◆ YOUR INSTRUCTIONS
Would you transcribe each entry that follows word for word, minus the images?
** DATA FOR THE TASK follows **
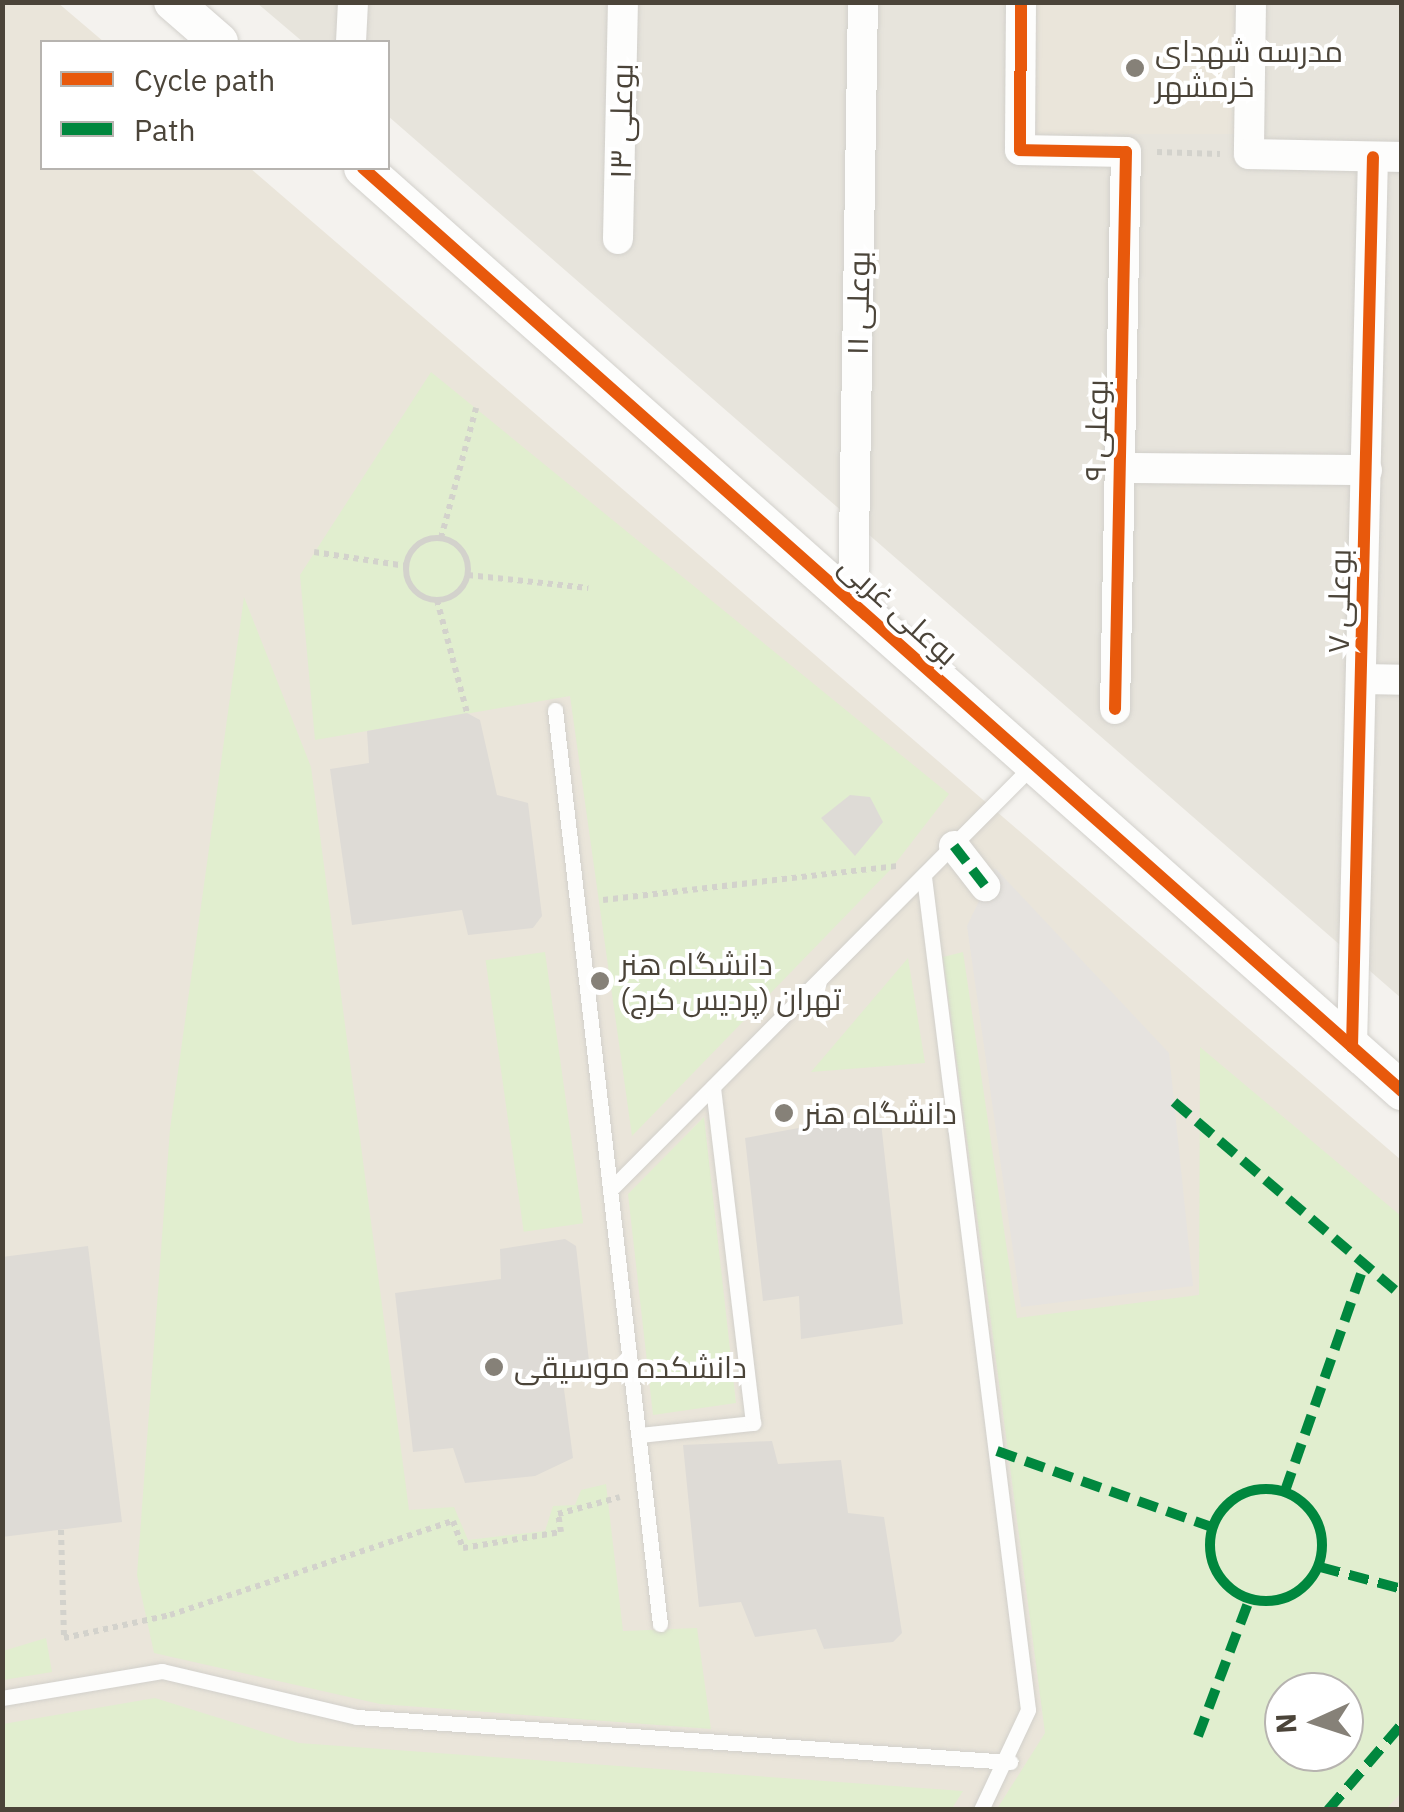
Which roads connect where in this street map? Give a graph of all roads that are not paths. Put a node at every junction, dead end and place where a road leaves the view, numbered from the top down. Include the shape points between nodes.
1 (173, 2) edge
2 (353, 2) edge
3 (623, 2) edge
4 (862, 2) edge
5 (1021, 2) edge
6 (1251, 2) edge
7 (217, 40) edge
8 (351, 40) edge
9 (1387, 157) edge
10 (364, 170) edge
11 (618, 239) dead end
12 (1120, 468) junction
13 (1366, 470) junction
14 (853, 603) junction
15 (1363, 679) junction
16 (1402, 680) edge
17 (1115, 709) dead end
18 (554, 710) dead end
19 (1034, 764) junction
20 (946, 854) junction
21 (924, 877) junction
22 (985, 886) dead end
23 (1352, 1047) junction
24 (713, 1087) junction
25 (1402, 1091) edge
26 (614, 1187) junction
27 (640, 1434) junction
28 (660, 1624) dead end
29 (2, 1698) edge
30 (1010, 1762) junction
31 (981, 1810) edge

1 - 7 street
2 - 8 street
3 - 11 street, بوعلی ۱۳
4 - 14 street, بوعلی ۱۱
5 - 12 street, بوعلی ۹ via 1020,150 1126,152
6 - 9 street via 1249,154
9 - 13 street, بوعلی ۷
10 - 14 street, بوعلی غربی
12 - 13 street
12 - 17 street, بوعلی ۹
13 - 15 street, بوعلی ۷
14 - 19 street, بوعلی غربی
15 - 16 street
15 - 23 street, بوعلی ۷
18 - 26 lane
19 - 20 lane
19 - 23 street, بوعلی غربی
20 - 21 lane
20 - 22 street
21 - 24 lane
21 - 30 lane via 1028,1710
23 - 25 street, بوعلی غربی
24 - 26 lane
24 - 27 lane via 752,1423
26 - 27 lane
27 - 28 lane
29 - 30 lane via 162,1672 357,1716
30 - 31 lane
** End of DATA FOR THE TASK **
◆ TASK OUTPUT
Which roads connect where in this street map? Give a graph of all roads that are not paths. Put a node at every junction, dead end and place where a road leaves the view, numbered from the top down. Include the shape points between nodes.
1 (173, 2) edge
2 (353, 2) edge
3 (623, 2) edge
4 (862, 2) edge
5 (1021, 2) edge
6 (1251, 2) edge
7 (217, 40) edge
8 (351, 40) edge
9 (1387, 157) edge
10 (364, 170) edge
11 (618, 239) dead end
12 (1120, 468) junction
13 (1366, 470) junction
14 (853, 603) junction
15 (1363, 679) junction
16 (1402, 680) edge
17 (1115, 709) dead end
18 (554, 710) dead end
19 (1034, 764) junction
20 (946, 854) junction
21 (924, 877) junction
22 (985, 886) dead end
23 (1352, 1047) junction
24 (713, 1087) junction
25 (1402, 1091) edge
26 (614, 1187) junction
27 (640, 1434) junction
28 (660, 1624) dead end
29 (2, 1698) edge
30 (1010, 1762) junction
31 (981, 1810) edge

1 - 7 street
2 - 8 street
3 - 11 street, بوعلی ۱۳
4 - 14 street, بوعلی ۱۱
5 - 12 street, بوعلی ۹ via 1020,150 1126,152
6 - 9 street via 1249,154
9 - 13 street, بوعلی ۷
10 - 14 street, بوعلی غربی
12 - 13 street
12 - 17 street, بوعلی ۹
13 - 15 street, بوعلی ۷
14 - 19 street, بوعلی غربی
15 - 16 street
15 - 23 street, بوعلی ۷
18 - 26 lane
19 - 20 lane
19 - 23 street, بوعلی غربی
20 - 21 lane
20 - 22 street
21 - 24 lane
21 - 30 lane via 1028,1710
23 - 25 street, بوعلی غربی
24 - 26 lane
24 - 27 lane via 752,1423
26 - 27 lane
27 - 28 lane
29 - 30 lane via 162,1672 357,1716
30 - 31 lane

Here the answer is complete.